The basic conclusion of Mann et al. was that the late 20th century warmth in the Northern Hemisphere was unprecedented during at least the last 1,000 years. This conclusion has subsequently been supported by an array of evidence ... Based on the analyses presented in the original papers by Mann et al. and this newer supporting evidence, the committee finds it plausible that the Northern Hemisphere was warmer during the last few decades of the 20th century than during any comparable period over the preceding millennium.

At this point Broad appears to be regurgitating right-wing talking points without even, as they say, using the google.

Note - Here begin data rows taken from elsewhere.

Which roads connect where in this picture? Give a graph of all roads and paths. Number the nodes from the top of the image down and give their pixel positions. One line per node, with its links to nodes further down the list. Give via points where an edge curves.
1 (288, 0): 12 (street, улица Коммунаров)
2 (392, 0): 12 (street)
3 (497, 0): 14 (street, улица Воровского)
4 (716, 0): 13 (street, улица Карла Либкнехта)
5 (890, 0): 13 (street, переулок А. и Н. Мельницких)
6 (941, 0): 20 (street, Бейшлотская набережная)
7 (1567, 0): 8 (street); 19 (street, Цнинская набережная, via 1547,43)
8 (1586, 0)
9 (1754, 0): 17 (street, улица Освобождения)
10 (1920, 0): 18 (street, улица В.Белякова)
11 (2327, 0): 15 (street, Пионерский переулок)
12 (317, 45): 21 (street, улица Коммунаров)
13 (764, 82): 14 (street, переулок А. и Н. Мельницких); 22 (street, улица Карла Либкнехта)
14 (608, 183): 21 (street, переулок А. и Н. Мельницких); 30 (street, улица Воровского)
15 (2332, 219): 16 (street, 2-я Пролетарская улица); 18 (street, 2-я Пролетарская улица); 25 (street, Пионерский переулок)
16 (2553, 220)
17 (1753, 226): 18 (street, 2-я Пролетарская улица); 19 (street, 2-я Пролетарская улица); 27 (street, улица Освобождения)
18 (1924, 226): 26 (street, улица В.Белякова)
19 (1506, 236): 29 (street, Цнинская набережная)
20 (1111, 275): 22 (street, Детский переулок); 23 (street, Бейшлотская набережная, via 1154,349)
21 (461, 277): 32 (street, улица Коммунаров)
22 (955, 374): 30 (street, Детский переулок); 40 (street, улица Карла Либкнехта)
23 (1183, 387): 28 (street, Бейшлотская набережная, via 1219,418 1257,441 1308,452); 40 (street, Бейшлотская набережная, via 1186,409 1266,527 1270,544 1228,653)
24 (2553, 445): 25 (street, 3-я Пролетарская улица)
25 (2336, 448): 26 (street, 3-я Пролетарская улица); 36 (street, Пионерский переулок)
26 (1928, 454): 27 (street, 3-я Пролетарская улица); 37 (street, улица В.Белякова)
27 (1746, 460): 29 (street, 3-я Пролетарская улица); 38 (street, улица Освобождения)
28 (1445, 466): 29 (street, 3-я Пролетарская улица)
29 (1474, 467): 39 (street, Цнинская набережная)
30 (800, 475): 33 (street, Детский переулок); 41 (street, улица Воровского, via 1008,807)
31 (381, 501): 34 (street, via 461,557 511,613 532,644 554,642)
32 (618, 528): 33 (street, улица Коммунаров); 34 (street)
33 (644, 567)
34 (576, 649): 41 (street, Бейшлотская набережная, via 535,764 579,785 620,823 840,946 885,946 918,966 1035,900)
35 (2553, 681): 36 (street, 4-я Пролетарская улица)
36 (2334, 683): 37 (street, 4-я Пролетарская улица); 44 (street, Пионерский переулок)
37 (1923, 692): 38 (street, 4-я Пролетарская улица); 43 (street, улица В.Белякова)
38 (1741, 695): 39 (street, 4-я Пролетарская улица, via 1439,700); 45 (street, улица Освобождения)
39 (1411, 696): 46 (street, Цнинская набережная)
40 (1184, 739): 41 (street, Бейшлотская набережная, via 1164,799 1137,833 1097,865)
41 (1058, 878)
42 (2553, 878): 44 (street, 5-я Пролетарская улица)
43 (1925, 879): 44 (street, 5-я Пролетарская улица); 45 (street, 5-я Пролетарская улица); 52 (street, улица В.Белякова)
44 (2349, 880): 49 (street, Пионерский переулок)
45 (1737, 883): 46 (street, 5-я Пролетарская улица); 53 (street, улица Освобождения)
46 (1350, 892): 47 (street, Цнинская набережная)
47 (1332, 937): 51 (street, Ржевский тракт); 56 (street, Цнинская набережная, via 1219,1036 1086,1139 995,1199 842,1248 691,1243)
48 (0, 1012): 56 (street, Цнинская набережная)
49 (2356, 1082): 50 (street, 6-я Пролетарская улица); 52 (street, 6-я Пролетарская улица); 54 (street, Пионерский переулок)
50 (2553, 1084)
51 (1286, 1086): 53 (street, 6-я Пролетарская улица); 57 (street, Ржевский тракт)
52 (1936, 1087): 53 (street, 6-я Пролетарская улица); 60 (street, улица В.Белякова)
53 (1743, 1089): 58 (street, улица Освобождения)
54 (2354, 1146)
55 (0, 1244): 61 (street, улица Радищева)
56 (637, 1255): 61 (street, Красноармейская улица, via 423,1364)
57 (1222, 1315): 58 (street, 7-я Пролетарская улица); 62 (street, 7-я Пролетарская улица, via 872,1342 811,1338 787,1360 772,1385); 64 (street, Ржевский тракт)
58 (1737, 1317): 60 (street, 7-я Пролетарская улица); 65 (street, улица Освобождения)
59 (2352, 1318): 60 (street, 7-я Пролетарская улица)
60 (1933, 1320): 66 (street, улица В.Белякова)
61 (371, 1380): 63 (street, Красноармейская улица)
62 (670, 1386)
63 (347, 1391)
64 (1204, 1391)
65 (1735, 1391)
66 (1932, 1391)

If you can believe it, it gets worse. Next we hear that "other critics" take issue with Gore's claim that fossil fuel companies have conspired to obscure evidence of climate change, and that "virtually all unbiased scientists agreed that humans were the main culprits." Remember, in the movie Gore cited a study by Naomi Oreskes that showed that out of 928 peer-reviewed scientific articles on some aspect of climate change, exactly ... none disputed the basic consensus. But, Broad tells us:

Benny J. Peiser, a social anthropologist in Britain ... challenged the claim of scientific consensus with examples of pointed disagreement.

"Hardly a week goes by," Dr. Peiser said, "without a new research paper that questions part or even some basics of climate change theory," including some reports that offer alternatives to human activity for global warming.

Oh? Devotees of this debate will recall that when Peiser tried to dispute Oreskes' study, he fell on his face, spectacularly, and eventually admitted as much. Yet he's still getting quoted in The New York Times -- without citing any of these allegedly numerous "examples of pointed disagreement."

All right. That's enough. I doubt anybody's still reading.

For those who are, let's summarize: Bill Broad took to the pages of the paper of record to establish that there is significant concern in the scientific community about the accuracy of Gore's movie. To do so, he trotted out scientific outliers, non-scientists, and hacks with discredited arguments. In at least two cases (Pielke Jr. being a scientist and the NAS report contradicting Gore) he made gross factual errors. As for the rest, it's a classic case of journalistic "false balance" -- something I thought we were done with on global warming. I guess when it comes to Al Gore, the press still thinks it can get by on smear, suggestion, and innuendo.

Broad, and The New York Times, should be embarrassed.